Thoughts and clarifications

Posted Sep 16, 2024 12:30 UTC (Mon) by excors (subscriber, #95769) [Link] (5 responses)

That's easily worked around by adding a catch-all "_ => unreachable!()", ideally with a comment explaining why you believe it's unreachable (assuming the real code isn't quite this trivial), and if you were mistaken then it'll become a runtime panic (unlike C where reaching __builtin_unreachable() is undefined behaviour).

After making that change, you do lose the benefits of compile-time exhaustiveness checking for that match statement; someone might change the condition to "i % 3" and you won't notice until runtime. But you'll still get the benefits for any code that matches integers you can't guarantee are in a particular sub-range (like the inputs to any API), and for any code that matches enums (presumably what Cyberax meant with state machines).

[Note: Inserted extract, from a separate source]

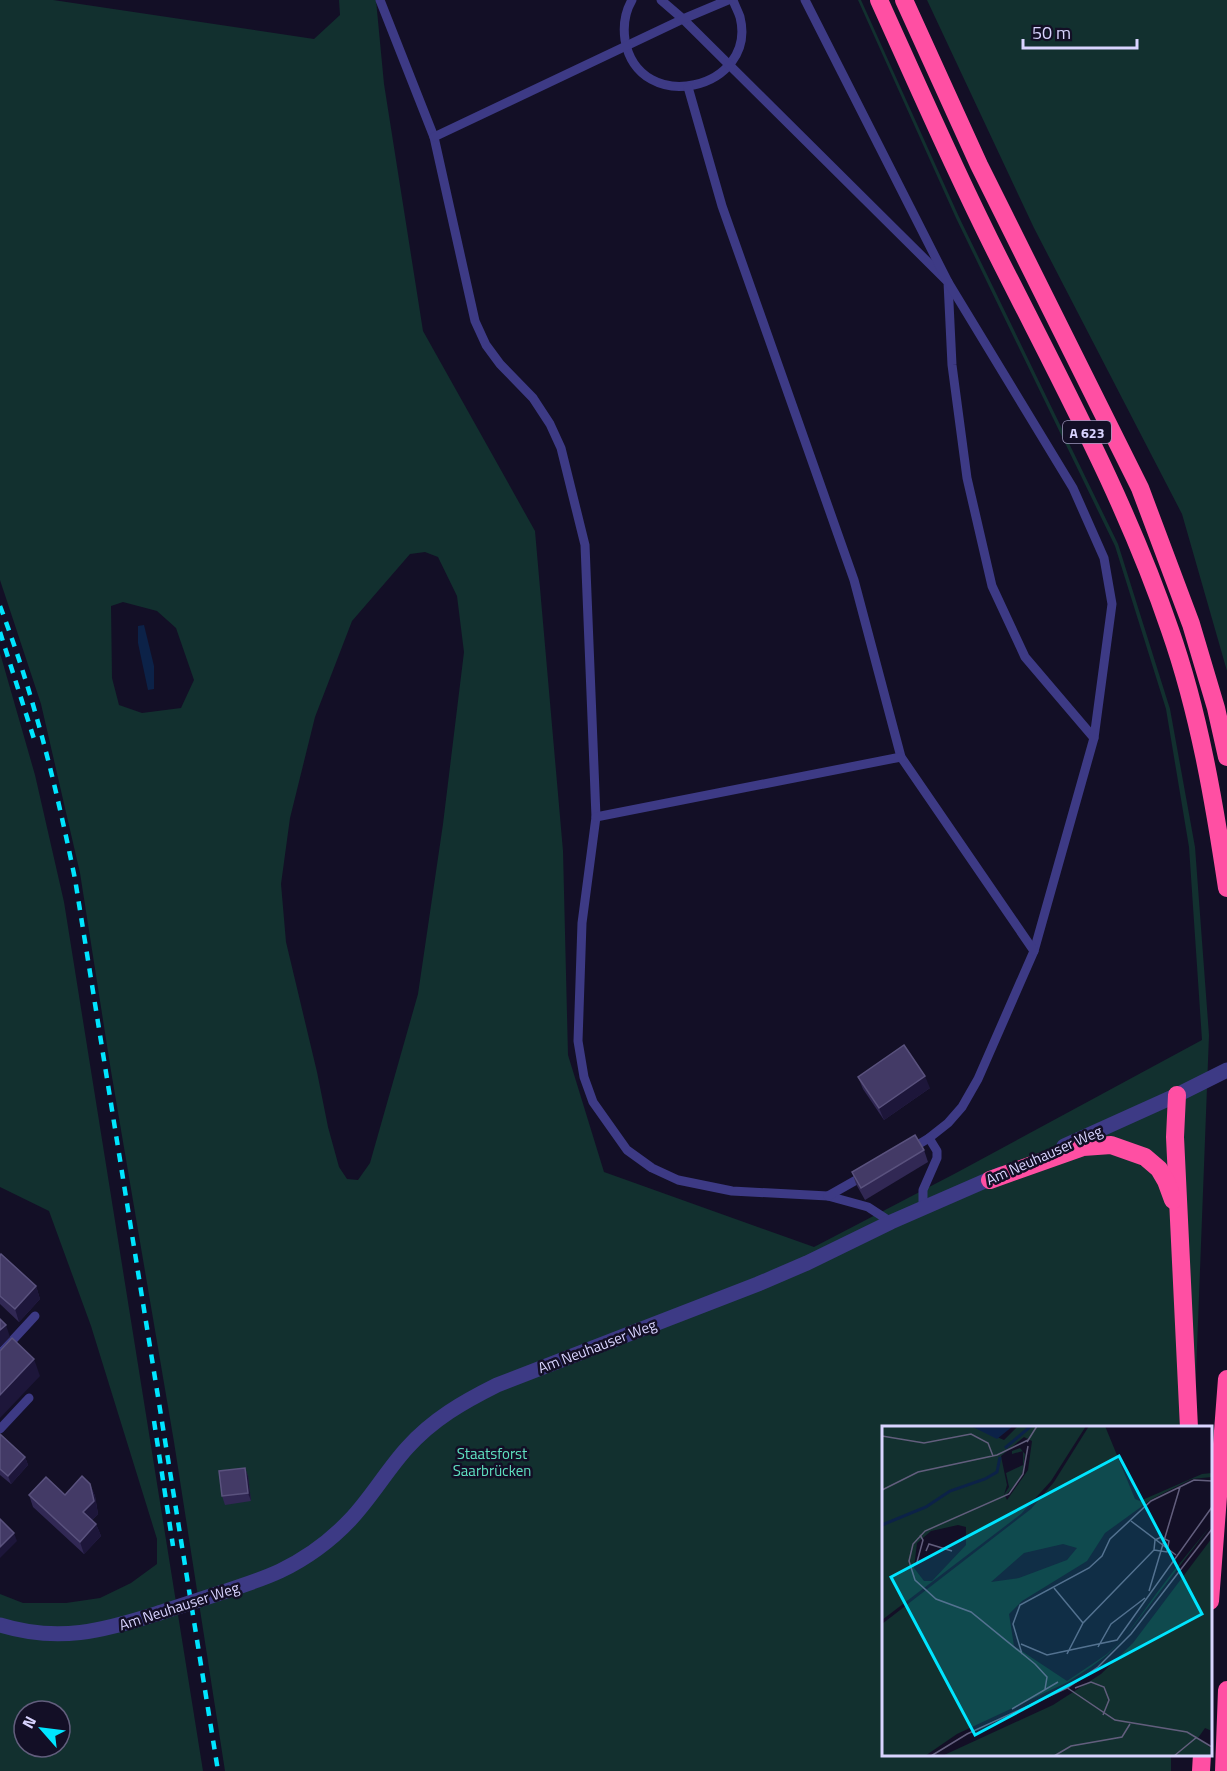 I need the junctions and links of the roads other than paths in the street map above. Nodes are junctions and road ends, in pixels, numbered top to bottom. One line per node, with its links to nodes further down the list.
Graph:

I'd guess those situations are more common in most programs, so the exhaustiveness checking is still a valuable feature even if it's not perfect.

If your code is doing lots of work on bounded integers then I guess you'd want something more like the Wuffs type system, but then you'll get the compromises that Wuffs makes to make that work, which seems to restrict it to a very small niche. And that would still be inadequate if you do "match x & 2" since Wuffs doesn't know the value can't be 1. (Though as far as I can tell, Wuffs doesn't actually support any kind of switch/match statement - you have to write an if-else chain instead.)

Thoughts and clarifications

Posted Sep 16, 2024 14:20 UTC (Mon) by andresfreund (subscriber, #69562) [Link] (4 responses)

> That's easily worked around by adding a catch-all "_ => unreachable!()", ideally with a comment explaining why you believe it's unreachable (assuming the real code isn't quite this trivial), and if you were mistaken then it'll become a runtime panic (unlike C where reaching __builtin_unreachable() is undefined behaviour).

Imo this comparison to __builtin_unreachable() is nonsensical. I dislike a lot of UB in C as well, but you'd IMO only ever use __builtin_unreachable() when you *want* the compiler to treat the case as actually unreachable, to generate better code.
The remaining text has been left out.